Issue 253, Fall 2025
Why does the sun shine? Why does part of the moon go missing and then come back again? How come every flower has its own fragrance, but the grit and pebbles on the street smell of nothing? How can a bird soar through the sky, clearly heading toward town, then without seeming to turn around end up sitting right there in the courtyard? No one told it to chirp and warble, but look at it chirping and warbling its head off. Aren’t you afraid you’ll run out of strength, little birdie? Maybe just perch on a branch and pace yourself. And how about this brick wall, thirty years old and still going strong, keeping the courtyard and the outside world separate at all times, forcing people to use the gate—after all, they can hardly bust straight through it, can they? All manner and all sorts of things—what’s behind them?
How did we end up here?
Time is an infinitely long road, who can say where it begins and ends? Grandpa Liu asked himself these questions when he was young, then again in middle age; now, in his dotage, he asks them even more often, spending his days and nights lost in thought. All life’s great mysteries: Why do people need food, air, shelter? Would it really be a problem not to eat? Will the sky fall if you don’t breathe? Do they throw you in jail for living in the wilderness? Numberless questions, as uncountable as specks of dirt on the ground or grains of sand in the desert. Before they can be answered, more come crashing down, like a house collapsing.
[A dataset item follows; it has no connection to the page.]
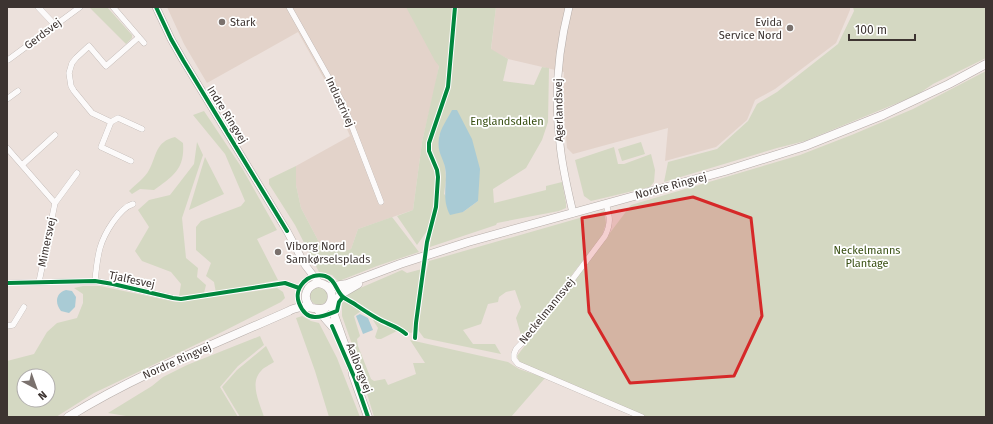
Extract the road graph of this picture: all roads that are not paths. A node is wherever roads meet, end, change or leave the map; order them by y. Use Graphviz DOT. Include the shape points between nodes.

One morning, Grandpa Liu wakes up and wonders what makes people doze off. What makes their eyes pop open when they’ve had enough sleep? He summons his concentration to work through this question and is about to explain his reasoning to his wife when she abruptly sits up in bed and says, “Let’s have a birthday today, both of us. I’ll go to the market and get some pork belly.”
“Didn’t we just have a birthday last month?” Grandpa Liu asks.
“So what? Let’s have another and turn a year older.”
“How old are we now?”
“Ninety-nine.”
“One more till we hit a century!” A smile lights up his face. Grandpa Liu adores his wife and lets her have her way in everything. After breakfast, Granny Liu sets off to the market, ready to celebrate. While she’s out, Grandpa Liu wanders around the courtyard. Spying a table, he asks: Why do you have four legs? Wouldn’t three be enough? As he does the dishes, he asks the bowls: Why are you round? Couldn’t we eat off you if you were square? Before returning the chopsticks to their canister, he holds them up to his eyes: Hey, why are you so long and thin? If you were shaped like balls, couldn’t we make that work too?
He digs down to the very root of each issue. Why are chopsticks long? And the water in the tank—what makes it warm in summer and icy in winter? He steps into the yard and sees three run-down sheds, two persimmon trees, plants and vegetables. Tomatoes and green beans take up half the courtyard. The plants are plantlike, the vegetables vegetable-like, and the tomatoes and beans look exactly like tomatoes and beans. The combined efforts of the two persimmon trees repel the July sun, leaving the courtyard as shady as if it were late winter or early spring, as if the air-conditioning from the shops and bank lobbies in town had wafted over. Grandpa Liu stands by the vegetable patch gazing at the trees, then goes over to the trees and stares at the vegetables. The spinach is a tender green with a faint yellowish hue. The chives are overgrown and inky, every blade bent in a crescent shape, flowering stalks rising above dark leaves. Each tomato plant is supported by a wooden tripod, every forked branch sprouting. Red tomatoes, green tomatoes, tomatoes taking tentative steps from green to red, some the size of an egg or a fist, all of them pale to begin with.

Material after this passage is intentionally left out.